When he touched something, it spilled or rolled to the floor. The collar button
disappeared under the bed, the point of the pencil broke, the handle of the razor fell
off, the window shade refused to stay down.” This is a world in which things, evidently,
are more animated than people: where character is commodified and commodities
assume character, and an often malevolent one at that. It is also a world stripped of
meaning, where there is a play of surfaces, and nothing else (apart from the old,
redemptive myths that the narrative allusively mocks). In its self-evident artifice,
Miss Lonelyhearts effectively reminds the reader what its protagonist learns, and then
forgets: that nothing can explain things – least of all, a story like the one we are
reading. To that extent, West was writing here on the borderline between modernism
and postmodernism, negotiating a move from art as explanation, a source of
redemption or redress, to art as game, a verbal playfield. Miss Lonelyhearts anticipates
many books written several decades later that play with the premise that everything,
including the book before us, is insignificant, a play of signs – in a word, a fiction.

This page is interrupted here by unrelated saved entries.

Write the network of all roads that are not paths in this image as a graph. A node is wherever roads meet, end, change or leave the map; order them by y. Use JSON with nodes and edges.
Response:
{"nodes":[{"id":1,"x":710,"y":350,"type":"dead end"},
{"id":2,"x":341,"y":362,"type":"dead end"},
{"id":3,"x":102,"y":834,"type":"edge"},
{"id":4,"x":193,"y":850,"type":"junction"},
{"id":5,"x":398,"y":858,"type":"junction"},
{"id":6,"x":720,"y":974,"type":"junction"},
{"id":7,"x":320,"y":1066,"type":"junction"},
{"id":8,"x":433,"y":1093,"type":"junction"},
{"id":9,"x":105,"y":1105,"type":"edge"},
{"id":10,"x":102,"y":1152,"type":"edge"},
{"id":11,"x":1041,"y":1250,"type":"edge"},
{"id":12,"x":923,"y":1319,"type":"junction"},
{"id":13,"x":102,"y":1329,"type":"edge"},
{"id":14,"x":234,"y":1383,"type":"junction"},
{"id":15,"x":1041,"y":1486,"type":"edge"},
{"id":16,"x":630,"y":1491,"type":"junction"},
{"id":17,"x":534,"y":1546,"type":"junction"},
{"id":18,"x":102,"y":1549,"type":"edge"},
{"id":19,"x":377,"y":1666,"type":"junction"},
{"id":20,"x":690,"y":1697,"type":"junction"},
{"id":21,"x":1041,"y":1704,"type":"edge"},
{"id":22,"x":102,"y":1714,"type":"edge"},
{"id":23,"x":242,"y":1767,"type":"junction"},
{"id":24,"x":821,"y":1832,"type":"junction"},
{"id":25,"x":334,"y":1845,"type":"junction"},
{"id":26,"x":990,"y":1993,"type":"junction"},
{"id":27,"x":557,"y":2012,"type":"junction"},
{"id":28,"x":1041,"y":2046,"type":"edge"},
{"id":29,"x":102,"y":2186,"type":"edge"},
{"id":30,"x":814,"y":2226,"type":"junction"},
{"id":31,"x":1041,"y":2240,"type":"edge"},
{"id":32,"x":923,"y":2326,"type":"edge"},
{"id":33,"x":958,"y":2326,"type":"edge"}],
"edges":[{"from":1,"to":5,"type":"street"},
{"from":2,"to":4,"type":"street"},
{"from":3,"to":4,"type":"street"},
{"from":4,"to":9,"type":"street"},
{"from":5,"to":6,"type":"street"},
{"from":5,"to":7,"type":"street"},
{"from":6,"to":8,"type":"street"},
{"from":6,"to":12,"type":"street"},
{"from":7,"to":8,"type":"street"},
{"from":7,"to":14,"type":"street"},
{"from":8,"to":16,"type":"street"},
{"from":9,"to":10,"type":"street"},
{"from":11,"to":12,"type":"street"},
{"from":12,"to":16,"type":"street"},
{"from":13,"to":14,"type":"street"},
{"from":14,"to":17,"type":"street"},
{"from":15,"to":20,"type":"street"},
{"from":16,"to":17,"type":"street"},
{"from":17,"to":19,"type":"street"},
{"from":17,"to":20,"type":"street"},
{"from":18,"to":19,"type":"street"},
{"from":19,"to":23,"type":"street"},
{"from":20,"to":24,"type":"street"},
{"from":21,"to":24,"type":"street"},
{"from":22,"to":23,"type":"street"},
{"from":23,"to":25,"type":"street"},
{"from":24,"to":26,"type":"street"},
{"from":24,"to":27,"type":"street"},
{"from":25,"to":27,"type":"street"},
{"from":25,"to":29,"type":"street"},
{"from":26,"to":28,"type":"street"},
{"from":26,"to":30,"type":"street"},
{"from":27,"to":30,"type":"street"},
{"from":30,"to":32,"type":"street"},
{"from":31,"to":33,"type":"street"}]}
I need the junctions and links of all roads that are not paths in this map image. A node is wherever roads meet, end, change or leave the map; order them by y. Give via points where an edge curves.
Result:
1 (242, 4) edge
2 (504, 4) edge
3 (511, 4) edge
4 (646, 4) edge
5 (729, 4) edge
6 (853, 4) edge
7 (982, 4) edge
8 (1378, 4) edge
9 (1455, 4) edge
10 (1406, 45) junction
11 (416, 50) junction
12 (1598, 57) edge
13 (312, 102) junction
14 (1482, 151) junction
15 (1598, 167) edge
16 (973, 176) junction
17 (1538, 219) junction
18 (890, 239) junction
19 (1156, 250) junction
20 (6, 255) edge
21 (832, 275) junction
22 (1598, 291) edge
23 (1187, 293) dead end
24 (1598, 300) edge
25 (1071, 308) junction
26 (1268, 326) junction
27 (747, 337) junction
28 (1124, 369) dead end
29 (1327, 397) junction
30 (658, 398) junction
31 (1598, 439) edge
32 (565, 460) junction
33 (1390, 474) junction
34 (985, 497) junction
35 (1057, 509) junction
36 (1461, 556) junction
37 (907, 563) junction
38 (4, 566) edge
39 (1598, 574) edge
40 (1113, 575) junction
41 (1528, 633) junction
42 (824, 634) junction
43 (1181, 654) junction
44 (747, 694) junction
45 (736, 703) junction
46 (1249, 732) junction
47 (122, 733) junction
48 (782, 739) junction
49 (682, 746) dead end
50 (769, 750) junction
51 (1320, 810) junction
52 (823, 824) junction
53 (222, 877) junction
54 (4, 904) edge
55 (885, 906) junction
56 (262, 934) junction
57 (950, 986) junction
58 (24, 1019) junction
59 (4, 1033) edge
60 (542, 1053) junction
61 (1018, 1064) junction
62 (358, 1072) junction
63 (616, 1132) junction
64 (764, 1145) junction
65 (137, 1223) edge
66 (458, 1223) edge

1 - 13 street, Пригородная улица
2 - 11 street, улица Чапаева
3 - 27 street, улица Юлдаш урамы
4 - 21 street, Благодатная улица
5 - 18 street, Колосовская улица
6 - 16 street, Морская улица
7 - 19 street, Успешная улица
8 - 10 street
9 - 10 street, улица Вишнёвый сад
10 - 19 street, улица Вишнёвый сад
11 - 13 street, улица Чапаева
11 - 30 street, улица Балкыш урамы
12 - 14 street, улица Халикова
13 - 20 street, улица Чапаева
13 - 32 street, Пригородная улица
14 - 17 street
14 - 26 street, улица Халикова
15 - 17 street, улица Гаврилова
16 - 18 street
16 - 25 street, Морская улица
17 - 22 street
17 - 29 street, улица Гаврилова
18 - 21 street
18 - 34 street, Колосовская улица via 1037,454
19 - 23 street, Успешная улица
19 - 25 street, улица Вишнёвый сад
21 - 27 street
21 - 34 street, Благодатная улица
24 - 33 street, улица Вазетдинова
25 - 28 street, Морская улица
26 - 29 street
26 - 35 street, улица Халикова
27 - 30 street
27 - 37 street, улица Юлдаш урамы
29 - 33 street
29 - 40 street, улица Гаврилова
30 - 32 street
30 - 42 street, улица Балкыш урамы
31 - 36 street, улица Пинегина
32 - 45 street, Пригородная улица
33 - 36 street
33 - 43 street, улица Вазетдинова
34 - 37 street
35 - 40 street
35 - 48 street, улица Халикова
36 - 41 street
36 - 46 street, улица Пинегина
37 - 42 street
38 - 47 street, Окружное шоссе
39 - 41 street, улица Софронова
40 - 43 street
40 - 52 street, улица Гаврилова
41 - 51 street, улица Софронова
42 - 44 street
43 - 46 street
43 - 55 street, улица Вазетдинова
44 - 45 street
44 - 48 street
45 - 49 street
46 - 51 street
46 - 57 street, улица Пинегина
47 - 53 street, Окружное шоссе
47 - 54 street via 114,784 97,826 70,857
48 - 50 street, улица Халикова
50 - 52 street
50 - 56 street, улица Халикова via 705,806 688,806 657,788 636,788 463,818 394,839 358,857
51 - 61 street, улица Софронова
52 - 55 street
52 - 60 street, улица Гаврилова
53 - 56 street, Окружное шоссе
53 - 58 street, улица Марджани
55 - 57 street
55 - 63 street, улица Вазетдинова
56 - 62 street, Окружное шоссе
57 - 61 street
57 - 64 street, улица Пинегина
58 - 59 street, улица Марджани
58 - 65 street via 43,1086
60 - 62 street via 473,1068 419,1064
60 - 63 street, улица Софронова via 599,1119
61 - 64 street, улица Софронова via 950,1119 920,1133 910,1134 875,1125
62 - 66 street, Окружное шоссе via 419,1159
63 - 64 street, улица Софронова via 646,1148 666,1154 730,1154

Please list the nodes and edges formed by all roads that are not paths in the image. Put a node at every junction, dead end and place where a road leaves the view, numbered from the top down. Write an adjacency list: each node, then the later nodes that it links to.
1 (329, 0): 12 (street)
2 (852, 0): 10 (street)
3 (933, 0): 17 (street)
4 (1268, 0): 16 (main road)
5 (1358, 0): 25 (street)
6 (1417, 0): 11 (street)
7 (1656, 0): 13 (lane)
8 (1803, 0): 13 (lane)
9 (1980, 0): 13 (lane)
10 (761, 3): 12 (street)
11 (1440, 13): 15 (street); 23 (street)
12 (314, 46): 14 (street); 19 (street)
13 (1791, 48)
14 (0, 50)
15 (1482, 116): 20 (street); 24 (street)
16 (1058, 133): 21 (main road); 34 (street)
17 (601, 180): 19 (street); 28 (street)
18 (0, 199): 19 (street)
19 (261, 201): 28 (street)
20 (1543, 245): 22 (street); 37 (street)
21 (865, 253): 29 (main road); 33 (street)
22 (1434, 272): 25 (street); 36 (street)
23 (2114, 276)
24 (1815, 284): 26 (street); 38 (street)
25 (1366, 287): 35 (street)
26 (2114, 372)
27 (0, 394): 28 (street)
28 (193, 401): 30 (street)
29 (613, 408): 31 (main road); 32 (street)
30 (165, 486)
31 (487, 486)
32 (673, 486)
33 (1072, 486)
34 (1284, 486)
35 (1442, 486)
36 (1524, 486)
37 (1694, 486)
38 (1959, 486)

For West, the difference with popular culture was not that it was superficial: in
a depthless world, as he saw it, such comparative terms were impossible. All was
depthless, a veneer. The difference was that, in its pursuit of the appearance of depth,
the appropriation of meaning, it succeeded in being only, as Miss Lonelyhearts puts
it, “puerile.” That puerility is the subject of The Day of the Locust. The novel opens
with a brief impression of a film set. The central character, Tod Hackett, a painter
working at a film studio, looks out of his office window to see an eighteenth-century
battle in progress. The armies disappear behind “half a Mississippi steamboat.” It is
all absurdly artificial. But the reader then accompanies Tod through Los Angeles,
past “Mexican ranch houses, Samoan huts, Mediterranean villas, Egyptian and
Japanese temples, Swiss chalets, Tudor cottages, and every possible combination of
these styles that lined the slopes of the canyon.” So, it is clear, what is depicted in the
studio is no more unreal than what lies outside. This is a place where “the need for
beauty and romance” has issued in “the truly monstrous,” and nothing is what it
seems. Its inhabitants are those who hang about the studios, waiting for a break:
cowboys who have never roped a steer, young women who have become imprisoned
in the masks and masquerades they have assumed in the hope of becoming stars.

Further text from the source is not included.